*DATASET RECORDS:*
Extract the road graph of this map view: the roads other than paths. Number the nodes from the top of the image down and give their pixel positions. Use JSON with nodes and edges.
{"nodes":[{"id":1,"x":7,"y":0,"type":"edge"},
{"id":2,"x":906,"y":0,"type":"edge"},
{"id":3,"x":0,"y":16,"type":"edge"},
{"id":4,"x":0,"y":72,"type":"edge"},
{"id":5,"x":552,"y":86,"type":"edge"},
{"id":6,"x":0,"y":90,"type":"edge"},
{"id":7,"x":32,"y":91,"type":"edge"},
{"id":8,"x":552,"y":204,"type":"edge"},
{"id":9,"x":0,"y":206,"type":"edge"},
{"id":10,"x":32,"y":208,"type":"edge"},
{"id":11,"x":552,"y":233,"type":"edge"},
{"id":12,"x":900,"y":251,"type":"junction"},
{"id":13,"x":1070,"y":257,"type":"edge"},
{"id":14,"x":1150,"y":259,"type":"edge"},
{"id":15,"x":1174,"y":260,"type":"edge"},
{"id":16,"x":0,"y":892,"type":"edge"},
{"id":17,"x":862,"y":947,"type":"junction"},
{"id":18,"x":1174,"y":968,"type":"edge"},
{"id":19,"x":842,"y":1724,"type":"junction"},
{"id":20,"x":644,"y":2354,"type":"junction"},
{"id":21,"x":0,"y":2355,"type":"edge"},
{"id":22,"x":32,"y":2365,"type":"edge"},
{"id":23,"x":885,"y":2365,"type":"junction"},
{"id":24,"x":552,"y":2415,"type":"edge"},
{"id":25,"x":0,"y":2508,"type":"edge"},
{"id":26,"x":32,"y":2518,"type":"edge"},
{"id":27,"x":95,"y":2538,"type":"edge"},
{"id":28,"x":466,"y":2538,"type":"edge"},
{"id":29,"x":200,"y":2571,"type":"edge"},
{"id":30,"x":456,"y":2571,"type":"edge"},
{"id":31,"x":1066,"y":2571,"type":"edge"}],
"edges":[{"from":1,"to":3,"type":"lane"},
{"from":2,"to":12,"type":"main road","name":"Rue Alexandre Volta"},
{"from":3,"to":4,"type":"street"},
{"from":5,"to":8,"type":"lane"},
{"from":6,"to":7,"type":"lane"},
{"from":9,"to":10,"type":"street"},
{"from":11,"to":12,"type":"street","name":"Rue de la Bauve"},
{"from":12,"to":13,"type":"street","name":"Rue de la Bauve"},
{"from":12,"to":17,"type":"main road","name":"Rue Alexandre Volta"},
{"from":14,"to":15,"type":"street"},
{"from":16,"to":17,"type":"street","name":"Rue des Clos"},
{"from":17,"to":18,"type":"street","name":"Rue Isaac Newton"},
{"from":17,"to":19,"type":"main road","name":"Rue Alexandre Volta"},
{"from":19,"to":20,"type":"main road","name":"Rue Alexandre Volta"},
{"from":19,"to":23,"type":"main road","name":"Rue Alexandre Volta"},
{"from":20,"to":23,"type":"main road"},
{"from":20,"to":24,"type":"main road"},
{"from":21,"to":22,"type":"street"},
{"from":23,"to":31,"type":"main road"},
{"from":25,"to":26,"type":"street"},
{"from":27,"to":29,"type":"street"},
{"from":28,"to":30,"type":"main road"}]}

*ACTION ITEM:* Establish how many lines of the records contain the string "Volta" and state that number without elaboration.

*REPLY:* 5